074 Из письма к Стэнли Анвину 29 июня 1944
22 июня Анвин написал письмо, вложив в конверт «очередной чек на внушительную сумму» авторских отчислений с продаж «Хоббита», и сообщил Толкину, что его сын Рейнер сейчас в Оксфорде и изучает английский в числе прочих морских кадетов: «На следующей неделе он в увольнении, но когда он вернется, мне бы очень хотелось, чтобы вы повидались».

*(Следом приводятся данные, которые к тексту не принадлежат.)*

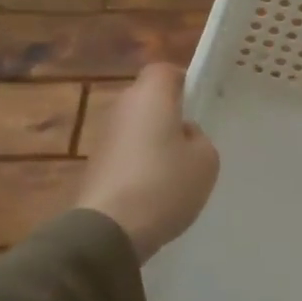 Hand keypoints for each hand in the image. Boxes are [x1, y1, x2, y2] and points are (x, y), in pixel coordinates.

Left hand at [73, 64, 219, 262]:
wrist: (109, 229)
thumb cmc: (164, 183)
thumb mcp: (206, 160)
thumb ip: (199, 138)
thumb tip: (183, 135)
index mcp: (150, 96)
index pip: (165, 71)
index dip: (185, 82)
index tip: (201, 103)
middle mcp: (122, 107)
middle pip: (149, 98)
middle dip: (171, 113)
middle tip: (194, 138)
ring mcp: (104, 137)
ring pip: (137, 126)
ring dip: (155, 140)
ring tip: (178, 169)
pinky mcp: (95, 165)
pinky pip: (127, 152)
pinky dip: (141, 163)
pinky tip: (156, 189) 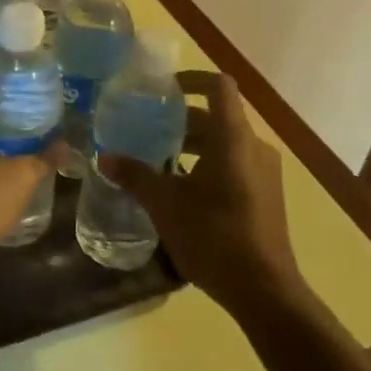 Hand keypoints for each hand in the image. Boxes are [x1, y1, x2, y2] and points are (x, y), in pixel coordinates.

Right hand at [98, 70, 303, 312]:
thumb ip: (136, 176)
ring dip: (193, 144)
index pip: (218, 86)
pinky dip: (208, 163)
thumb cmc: (214, 237)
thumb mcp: (166, 205)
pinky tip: (182, 189)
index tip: (163, 88)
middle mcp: (254, 147)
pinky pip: (235, 163)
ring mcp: (265, 172)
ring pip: (226, 142)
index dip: (191, 78)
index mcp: (233, 139)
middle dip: (181, 119)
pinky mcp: (267, 194)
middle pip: (218, 116)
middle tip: (147, 127)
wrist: (265, 292)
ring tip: (159, 160)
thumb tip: (104, 157) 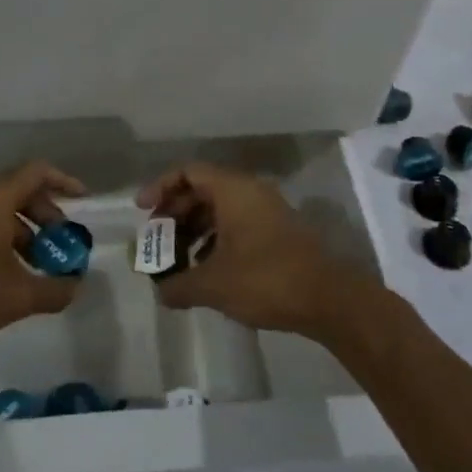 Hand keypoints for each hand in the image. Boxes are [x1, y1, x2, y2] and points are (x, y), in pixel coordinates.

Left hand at [0, 161, 87, 354]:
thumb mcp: (17, 296)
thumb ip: (55, 289)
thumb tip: (76, 285)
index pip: (38, 172)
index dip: (65, 182)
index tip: (84, 200)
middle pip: (21, 190)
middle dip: (47, 214)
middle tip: (62, 244)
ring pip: (2, 208)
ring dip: (26, 230)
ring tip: (39, 265)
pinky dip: (5, 236)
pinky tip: (10, 271)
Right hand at [135, 162, 369, 338]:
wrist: (329, 299)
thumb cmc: (266, 279)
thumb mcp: (214, 285)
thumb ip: (179, 285)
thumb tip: (160, 292)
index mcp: (233, 190)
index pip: (188, 172)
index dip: (161, 187)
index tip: (142, 212)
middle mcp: (250, 192)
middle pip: (203, 190)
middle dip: (175, 213)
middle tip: (156, 239)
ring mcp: (267, 211)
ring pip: (221, 209)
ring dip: (194, 229)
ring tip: (177, 259)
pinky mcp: (278, 232)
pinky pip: (237, 224)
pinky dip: (216, 239)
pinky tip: (207, 269) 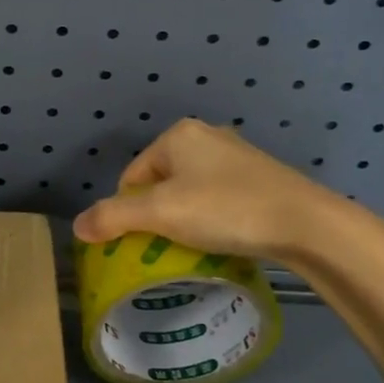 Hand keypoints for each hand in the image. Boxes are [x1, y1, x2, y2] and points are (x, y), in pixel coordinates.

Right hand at [72, 118, 383, 268]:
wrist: (306, 223)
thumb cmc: (225, 209)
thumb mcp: (161, 214)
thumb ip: (113, 217)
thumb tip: (77, 227)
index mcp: (177, 135)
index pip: (132, 175)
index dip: (128, 211)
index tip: (141, 241)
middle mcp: (206, 136)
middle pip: (160, 183)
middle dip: (157, 215)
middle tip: (165, 247)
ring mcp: (237, 156)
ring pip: (190, 192)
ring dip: (185, 219)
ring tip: (193, 247)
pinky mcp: (260, 177)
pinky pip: (218, 198)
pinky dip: (212, 218)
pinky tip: (222, 238)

Сперва о Рейнере. Ваши новости меня одновременно обрадовали и огорчили. Обрадовали — поскольку представился шанс с ним повидаться. Надеюсь, обойдется он со мной отнюдь не как с профессором и, как только вернется, просто сообщит мне, где и когда нам встретиться: можно ли мне заявиться к нему на квартиру или он сам не прочь заглянуть ко мне в любое удобное время и попить чайку (жиденького) у нас в саду (весьма неопрятном). А огорчен я, поскольку даже подумать страшно: этот кошмар затянулся настолько, что поглотил и его тоже. Моего младшенького (тоже из Тринити) похитили в июле прошлого года — в самый разгар перепечатки и переработки продолжения к «Хоббиту», он как раз рисовал чудесную карту, — и теперь он невесть в какой дали и очень несчастен, в Оранжевой провинции[166]
; тот факт, что это — моя родина, с тамошним краем его вроде бы нисколько не примиряет. Второй мой сын, весьма пострадавший в боях солдат, сейчас в Тринити, пытается позаниматься хоть сколько-то и восстановить хотя бы тень былого здоровья[167]
…
Боюсь, я обошелся с вами не лучшим образом. Со времен моего последнего к вам письма судьба обходилась со мною сурово — хотя и не суровее, чем с другими, увы! — и сил и времени едва-едва хватало на дела домашние. И все равно мне следовало поблагодарить вас за весточку насчет «Фойлза»[168]
и два экземпляра издания. А также надо было бы держать вас в курсе касательно того, как продвигаются дела с продолжением «Хоббита». В течение целого года не имел возможности написать ни строчки. Но в результате освобождения от работ по линии Королевского флота и Королевских военно-воздушных сил (и пока меня не поглотила экзаменационная пучина), мой труд (великий) наконец-то близится к завершению, и я вот-вот его закончу, пренебрегая всеми прочими повинностями, насколько возможно.
Надеюсь, вы до сих пор в нем хоть сколько-то заинтересованы, невзирая на дефицит бумаги, — по крайней мере в обозримом будущем. В этом городе перепечатать хоть что-нибудь жутко трудно и/или дорого; а когда у меня машинка сломалась, никто так и не взялся ее ремонтировать. Так что рукопись до сих пор существует в одном-единственном экземпляре; да и тот нуждается в правке — по мере продвижения к финалу. Но надеюсь, что скоро наконец-то смогу предоставить вам изрядный кус. Жаль, что Рейнер сейчас поглощен иными, более серьезными делами. В любом случае, боюсь, книга выходит слишком длинная и совсем не детская.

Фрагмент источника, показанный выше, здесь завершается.